#### [Work required]
Each line of the listing below that includes "Lamki" should be reported.

#### [Material shown]

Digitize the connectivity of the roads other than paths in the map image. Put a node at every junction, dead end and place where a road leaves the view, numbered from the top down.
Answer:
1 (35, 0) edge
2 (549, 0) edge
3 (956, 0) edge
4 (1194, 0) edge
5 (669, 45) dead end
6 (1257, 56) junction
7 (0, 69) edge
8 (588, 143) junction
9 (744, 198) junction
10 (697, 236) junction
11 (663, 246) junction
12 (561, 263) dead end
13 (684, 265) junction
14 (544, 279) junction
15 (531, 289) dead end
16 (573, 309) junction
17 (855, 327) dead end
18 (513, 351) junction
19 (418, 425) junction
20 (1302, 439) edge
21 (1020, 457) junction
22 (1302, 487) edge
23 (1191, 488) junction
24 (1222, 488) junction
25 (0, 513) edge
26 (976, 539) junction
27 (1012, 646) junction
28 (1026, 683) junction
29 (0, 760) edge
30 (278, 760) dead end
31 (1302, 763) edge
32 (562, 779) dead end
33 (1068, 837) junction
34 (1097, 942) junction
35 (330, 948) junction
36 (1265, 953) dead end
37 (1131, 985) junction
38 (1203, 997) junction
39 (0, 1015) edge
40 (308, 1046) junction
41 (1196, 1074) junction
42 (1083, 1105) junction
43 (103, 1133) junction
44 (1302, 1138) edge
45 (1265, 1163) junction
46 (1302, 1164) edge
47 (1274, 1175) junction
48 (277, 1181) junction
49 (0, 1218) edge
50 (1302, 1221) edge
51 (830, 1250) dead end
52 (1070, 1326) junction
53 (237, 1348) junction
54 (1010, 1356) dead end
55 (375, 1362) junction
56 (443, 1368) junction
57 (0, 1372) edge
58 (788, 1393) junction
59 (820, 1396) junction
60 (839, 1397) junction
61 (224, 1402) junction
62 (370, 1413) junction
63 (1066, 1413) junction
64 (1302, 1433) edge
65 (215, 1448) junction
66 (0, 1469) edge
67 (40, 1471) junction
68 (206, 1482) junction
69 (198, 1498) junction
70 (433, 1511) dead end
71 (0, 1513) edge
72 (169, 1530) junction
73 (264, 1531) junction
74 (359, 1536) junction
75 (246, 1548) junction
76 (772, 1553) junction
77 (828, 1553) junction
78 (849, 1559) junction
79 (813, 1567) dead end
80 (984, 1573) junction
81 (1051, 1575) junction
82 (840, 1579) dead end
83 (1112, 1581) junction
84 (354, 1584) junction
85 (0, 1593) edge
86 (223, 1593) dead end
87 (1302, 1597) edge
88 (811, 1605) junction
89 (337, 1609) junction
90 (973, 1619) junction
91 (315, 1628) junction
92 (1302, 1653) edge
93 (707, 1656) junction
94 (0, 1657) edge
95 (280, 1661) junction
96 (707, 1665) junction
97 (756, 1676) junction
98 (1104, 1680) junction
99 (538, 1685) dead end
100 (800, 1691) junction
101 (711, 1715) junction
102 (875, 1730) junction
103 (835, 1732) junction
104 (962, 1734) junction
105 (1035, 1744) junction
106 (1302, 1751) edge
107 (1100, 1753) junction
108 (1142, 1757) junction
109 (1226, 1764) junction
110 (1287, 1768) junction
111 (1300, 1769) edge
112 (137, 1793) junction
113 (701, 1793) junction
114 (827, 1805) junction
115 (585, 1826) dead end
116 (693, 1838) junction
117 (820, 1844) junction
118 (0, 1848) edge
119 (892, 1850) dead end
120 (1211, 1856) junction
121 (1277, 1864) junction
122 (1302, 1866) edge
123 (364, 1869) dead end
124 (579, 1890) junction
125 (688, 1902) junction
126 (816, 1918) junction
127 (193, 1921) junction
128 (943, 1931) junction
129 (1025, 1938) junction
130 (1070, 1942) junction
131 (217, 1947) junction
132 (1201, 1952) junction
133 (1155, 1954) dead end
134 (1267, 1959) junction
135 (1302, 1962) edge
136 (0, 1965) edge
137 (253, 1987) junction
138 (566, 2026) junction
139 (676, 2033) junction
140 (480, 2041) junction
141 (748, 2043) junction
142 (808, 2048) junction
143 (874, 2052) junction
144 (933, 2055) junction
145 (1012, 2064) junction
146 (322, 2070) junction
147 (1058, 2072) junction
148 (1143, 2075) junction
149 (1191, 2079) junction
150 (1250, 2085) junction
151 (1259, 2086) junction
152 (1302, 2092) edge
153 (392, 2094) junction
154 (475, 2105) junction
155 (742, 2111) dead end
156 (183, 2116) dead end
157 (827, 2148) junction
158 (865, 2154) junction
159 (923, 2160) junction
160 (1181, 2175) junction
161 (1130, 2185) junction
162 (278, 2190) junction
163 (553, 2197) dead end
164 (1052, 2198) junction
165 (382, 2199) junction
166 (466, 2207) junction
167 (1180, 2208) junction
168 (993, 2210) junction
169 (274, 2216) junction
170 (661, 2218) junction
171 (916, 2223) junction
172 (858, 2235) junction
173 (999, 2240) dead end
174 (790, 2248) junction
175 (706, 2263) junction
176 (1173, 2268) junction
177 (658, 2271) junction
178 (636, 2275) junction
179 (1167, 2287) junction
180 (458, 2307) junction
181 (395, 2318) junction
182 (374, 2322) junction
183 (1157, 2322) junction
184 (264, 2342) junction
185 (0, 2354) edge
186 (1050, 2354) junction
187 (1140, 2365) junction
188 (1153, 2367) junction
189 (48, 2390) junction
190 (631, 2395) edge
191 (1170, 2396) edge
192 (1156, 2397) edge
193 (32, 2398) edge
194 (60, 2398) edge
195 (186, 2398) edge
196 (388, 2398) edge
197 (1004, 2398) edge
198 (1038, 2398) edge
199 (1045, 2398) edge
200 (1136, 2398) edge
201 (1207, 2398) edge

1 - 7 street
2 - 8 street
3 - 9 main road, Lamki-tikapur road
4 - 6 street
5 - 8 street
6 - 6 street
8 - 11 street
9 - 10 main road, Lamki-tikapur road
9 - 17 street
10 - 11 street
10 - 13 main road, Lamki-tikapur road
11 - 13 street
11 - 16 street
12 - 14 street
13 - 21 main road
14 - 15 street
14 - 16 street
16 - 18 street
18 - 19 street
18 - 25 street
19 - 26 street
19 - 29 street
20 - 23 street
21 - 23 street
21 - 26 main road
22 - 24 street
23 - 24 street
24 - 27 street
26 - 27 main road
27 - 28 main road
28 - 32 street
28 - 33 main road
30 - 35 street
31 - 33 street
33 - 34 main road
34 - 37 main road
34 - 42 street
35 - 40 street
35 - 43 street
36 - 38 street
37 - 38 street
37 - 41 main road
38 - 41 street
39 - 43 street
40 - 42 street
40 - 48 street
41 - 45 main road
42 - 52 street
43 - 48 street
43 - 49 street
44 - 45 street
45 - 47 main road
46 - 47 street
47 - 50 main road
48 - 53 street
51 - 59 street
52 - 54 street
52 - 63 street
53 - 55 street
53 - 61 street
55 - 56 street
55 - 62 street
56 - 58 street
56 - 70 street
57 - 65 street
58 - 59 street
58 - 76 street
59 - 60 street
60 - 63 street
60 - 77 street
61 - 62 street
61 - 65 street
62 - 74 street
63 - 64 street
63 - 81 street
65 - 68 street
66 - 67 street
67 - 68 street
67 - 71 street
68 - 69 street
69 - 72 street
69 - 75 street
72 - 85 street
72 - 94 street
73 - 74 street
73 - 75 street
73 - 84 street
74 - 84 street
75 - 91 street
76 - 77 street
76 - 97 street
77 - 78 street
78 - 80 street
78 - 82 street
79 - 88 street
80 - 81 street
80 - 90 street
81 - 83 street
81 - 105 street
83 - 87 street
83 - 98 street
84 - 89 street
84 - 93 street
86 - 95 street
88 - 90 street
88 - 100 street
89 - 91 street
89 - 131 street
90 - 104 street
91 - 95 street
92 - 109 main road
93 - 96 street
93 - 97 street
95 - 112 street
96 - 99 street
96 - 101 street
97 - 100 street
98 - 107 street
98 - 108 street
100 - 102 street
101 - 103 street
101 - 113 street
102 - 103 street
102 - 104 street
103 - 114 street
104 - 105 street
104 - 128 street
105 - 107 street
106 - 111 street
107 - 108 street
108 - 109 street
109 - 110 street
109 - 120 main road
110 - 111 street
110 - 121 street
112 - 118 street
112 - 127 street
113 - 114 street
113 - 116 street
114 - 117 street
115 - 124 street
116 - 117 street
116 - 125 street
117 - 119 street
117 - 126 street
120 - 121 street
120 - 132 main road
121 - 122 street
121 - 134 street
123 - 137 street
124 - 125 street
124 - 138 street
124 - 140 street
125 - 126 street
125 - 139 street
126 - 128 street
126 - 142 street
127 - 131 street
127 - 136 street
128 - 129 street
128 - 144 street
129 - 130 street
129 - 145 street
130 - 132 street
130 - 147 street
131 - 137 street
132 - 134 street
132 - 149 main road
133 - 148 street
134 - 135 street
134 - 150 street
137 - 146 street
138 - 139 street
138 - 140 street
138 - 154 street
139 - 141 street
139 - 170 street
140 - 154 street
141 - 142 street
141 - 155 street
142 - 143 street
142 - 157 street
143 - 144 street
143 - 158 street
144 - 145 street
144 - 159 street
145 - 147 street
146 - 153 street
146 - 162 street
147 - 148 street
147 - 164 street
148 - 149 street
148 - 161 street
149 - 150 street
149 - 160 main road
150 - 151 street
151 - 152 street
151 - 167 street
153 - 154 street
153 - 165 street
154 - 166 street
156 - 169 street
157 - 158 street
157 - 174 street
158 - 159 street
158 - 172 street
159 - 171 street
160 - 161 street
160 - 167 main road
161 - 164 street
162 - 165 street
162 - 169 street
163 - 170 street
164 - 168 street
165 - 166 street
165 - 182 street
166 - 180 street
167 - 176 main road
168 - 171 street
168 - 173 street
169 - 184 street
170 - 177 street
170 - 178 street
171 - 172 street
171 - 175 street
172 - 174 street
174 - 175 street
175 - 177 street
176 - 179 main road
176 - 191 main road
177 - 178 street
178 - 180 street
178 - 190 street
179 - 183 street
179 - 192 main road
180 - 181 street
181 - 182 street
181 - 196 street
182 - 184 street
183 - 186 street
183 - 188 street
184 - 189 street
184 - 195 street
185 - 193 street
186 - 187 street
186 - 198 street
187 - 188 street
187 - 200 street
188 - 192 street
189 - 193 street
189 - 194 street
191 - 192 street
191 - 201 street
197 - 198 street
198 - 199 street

#### [Answer]
3 - 9 main road, Lamki-tikapur road
9 - 10 main road, Lamki-tikapur road
10 - 13 main road, Lamki-tikapur road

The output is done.